GIVEN DATA ▸
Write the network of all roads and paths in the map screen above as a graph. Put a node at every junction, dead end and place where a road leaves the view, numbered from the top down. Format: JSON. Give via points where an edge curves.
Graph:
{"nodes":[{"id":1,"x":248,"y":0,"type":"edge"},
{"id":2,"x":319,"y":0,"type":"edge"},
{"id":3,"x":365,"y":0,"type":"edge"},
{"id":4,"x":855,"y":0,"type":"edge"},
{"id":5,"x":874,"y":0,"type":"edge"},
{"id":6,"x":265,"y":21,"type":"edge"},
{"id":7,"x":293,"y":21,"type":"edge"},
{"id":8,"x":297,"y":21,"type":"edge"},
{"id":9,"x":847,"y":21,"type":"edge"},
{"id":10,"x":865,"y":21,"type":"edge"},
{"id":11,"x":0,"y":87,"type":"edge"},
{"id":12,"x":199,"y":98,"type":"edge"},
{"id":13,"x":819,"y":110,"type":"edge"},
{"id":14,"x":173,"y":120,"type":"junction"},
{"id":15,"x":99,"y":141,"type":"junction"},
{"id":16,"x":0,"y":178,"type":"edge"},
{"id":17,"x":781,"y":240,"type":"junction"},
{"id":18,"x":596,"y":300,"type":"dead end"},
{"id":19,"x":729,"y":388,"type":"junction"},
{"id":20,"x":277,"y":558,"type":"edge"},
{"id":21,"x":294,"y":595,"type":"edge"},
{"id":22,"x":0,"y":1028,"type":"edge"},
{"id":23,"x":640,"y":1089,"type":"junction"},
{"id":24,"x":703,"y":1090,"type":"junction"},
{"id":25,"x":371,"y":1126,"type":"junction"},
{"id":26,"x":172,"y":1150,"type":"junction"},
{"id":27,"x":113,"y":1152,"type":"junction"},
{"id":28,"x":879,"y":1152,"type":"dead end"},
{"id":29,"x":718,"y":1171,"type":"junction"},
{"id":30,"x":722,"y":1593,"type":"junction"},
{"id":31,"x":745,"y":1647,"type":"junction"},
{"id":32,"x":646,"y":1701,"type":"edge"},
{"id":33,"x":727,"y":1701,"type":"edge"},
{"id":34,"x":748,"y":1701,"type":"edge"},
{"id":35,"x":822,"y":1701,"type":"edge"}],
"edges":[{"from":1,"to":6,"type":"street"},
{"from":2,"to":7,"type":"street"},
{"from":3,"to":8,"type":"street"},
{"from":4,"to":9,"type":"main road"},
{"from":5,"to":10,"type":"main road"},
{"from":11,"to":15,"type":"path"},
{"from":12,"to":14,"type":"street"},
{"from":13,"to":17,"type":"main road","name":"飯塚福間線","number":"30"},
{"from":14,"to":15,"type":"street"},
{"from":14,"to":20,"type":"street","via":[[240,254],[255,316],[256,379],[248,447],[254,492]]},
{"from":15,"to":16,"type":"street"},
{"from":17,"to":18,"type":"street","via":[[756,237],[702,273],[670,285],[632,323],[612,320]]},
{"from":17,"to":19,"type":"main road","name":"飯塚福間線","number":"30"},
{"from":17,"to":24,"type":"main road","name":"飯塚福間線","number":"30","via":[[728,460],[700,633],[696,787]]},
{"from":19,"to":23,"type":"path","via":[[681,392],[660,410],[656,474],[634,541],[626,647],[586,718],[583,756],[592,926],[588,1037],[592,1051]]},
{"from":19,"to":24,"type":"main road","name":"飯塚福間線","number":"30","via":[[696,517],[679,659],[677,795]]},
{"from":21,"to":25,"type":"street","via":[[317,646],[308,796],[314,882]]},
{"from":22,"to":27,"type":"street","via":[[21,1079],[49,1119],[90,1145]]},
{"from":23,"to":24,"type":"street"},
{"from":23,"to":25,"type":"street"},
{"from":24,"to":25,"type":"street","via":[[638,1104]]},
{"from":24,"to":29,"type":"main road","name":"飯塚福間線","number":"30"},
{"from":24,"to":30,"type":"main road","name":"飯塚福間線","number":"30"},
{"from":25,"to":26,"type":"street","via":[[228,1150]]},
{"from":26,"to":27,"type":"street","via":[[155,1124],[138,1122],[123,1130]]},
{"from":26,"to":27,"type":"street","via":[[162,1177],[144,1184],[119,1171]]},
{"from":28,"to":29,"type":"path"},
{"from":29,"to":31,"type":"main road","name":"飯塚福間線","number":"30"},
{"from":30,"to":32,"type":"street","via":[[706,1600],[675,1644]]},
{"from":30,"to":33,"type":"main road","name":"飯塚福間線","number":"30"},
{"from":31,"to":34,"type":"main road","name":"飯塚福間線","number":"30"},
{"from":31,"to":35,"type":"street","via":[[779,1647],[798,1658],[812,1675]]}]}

* * *

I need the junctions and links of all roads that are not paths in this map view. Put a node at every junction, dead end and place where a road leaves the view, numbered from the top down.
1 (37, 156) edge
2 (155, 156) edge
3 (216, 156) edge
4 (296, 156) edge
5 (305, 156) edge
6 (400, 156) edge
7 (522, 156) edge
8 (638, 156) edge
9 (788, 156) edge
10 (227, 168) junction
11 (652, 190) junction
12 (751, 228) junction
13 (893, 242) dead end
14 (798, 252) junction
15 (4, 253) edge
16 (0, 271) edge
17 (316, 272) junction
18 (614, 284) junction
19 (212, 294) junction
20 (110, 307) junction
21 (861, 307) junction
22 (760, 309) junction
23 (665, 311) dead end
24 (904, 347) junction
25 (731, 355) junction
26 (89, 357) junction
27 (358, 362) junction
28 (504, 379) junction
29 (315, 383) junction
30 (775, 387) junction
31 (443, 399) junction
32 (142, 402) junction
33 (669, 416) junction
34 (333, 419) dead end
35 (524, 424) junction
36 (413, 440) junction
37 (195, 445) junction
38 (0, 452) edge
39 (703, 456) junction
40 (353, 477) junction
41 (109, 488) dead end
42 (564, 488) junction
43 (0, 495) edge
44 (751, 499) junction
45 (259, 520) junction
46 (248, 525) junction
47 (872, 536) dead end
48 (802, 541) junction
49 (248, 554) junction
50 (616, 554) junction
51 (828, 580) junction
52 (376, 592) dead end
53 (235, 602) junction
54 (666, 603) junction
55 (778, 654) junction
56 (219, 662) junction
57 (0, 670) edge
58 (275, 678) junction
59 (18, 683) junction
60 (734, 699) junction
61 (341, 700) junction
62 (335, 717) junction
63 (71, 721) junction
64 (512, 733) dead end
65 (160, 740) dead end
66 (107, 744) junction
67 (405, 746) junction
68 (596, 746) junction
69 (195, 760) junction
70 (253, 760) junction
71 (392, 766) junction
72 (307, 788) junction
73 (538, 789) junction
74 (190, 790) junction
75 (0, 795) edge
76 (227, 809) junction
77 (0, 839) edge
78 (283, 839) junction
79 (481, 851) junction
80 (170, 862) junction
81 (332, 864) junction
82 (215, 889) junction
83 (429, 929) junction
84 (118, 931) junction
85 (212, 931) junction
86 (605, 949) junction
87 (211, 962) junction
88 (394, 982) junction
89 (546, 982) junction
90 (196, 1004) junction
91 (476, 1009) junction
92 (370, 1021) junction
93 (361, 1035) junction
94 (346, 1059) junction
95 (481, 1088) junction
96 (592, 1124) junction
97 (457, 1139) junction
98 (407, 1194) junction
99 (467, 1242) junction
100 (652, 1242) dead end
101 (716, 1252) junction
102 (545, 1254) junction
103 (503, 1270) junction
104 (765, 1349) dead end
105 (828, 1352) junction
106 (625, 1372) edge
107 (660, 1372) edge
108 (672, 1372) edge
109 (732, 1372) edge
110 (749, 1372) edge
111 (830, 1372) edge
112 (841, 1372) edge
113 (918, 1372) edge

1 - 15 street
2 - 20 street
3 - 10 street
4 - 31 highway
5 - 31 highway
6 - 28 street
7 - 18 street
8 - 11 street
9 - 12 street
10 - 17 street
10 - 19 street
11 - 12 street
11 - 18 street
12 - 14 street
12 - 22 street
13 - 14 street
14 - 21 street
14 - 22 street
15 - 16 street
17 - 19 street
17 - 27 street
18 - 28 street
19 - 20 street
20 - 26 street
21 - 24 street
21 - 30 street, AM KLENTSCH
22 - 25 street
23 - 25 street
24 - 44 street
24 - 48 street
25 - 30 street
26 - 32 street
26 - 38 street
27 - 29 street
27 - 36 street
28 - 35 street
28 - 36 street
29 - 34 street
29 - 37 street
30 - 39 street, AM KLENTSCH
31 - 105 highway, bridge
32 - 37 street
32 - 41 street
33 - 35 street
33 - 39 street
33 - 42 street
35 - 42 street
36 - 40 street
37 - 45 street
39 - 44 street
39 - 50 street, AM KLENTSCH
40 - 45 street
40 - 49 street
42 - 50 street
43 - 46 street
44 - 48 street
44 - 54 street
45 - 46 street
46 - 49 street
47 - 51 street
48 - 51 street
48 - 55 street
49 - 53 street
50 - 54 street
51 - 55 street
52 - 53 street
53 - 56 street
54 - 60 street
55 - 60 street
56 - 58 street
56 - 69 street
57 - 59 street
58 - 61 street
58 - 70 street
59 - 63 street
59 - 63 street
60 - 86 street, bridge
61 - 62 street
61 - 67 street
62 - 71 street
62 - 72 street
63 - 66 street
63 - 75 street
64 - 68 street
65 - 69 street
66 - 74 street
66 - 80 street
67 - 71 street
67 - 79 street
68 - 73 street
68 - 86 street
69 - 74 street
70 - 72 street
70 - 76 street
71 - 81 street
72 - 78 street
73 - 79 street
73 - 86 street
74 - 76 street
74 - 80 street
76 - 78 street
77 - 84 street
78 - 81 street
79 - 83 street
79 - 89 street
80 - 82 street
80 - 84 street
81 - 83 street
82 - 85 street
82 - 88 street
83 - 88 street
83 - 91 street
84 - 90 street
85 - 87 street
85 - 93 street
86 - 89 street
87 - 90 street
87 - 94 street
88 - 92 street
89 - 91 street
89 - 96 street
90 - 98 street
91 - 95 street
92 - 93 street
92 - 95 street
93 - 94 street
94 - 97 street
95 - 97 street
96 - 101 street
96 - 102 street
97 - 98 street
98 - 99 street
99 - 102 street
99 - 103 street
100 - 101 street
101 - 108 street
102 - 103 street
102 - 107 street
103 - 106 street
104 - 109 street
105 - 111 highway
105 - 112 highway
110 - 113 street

TASK DETAILS ▸ Every line holding the word "KLENTSCH" should be copied out of the material.

FINISHED TASK ▸
21 - 30 street, AM KLENTSCH
30 - 39 street, AM KLENTSCH
39 - 50 street, AM KLENTSCH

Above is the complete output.